The above dialogue results in Faust's acquiescence in Mephistopheles' proposals, and they resolve to depart and see the world together; but just at this moment a youth presents himself to be enrolled among the doctor's scholars, and to make his personal acquaintance. Mephistopheles, while Faust is preparing for his journey in his dressing room, takes his gown and personates him, and amuses himself with astonishing the boy with some unintelligible rhapsodies about the choice of a profession, talking very learnedly, but so as to make the point in question the darker for every sentence. Yet there is a vein of sincerity through the whole, because he has no objection to truth when it serves his purpose, and here in some respects it does so.
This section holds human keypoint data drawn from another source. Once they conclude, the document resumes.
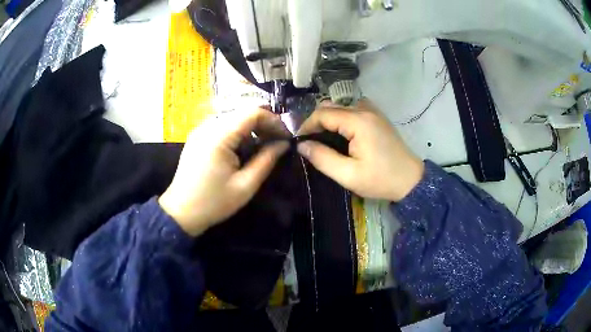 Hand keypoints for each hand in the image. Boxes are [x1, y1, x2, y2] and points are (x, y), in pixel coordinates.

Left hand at [159, 108, 289, 236]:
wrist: (181, 212)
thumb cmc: (214, 203)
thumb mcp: (245, 185)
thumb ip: (266, 160)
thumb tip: (284, 143)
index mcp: (219, 136)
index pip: (252, 113)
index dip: (273, 120)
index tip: (286, 135)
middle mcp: (208, 126)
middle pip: (242, 112)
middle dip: (264, 123)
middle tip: (277, 141)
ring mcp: (200, 130)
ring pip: (233, 117)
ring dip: (251, 127)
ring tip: (263, 144)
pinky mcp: (198, 136)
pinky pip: (222, 125)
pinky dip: (238, 132)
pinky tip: (244, 147)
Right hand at [297, 99, 423, 201]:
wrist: (411, 180)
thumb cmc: (380, 179)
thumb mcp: (348, 175)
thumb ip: (323, 158)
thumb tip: (302, 145)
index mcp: (358, 121)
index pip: (322, 113)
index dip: (307, 126)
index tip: (300, 142)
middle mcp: (365, 109)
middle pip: (331, 106)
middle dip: (316, 122)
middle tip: (310, 143)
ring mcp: (373, 111)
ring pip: (341, 107)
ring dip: (329, 120)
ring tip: (323, 139)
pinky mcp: (377, 117)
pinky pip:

His leading principle seems to be a realizing sense of the close union, and hand in hand connection, that wisdom maintains with sorrow, and of the ultimate inanity and insufficiency of human science. In urging the boy to study, therefore, he argues con amore; he bids him improve his time; reminds him that it flies fast, and he must take no holidays, but increase and store up knowledge. He seems to trust to future occasion to improve this knowledge for his own evil purposes, by misdirection, and to make its sweet fountains pour out bitter waters; in the meantime he talks for all the world like the unexceptionable chairman of an education society, and finishes by writing in the scholar's common-place book an old quotation from himself—Ye shall be as gods, knowing both good and evil.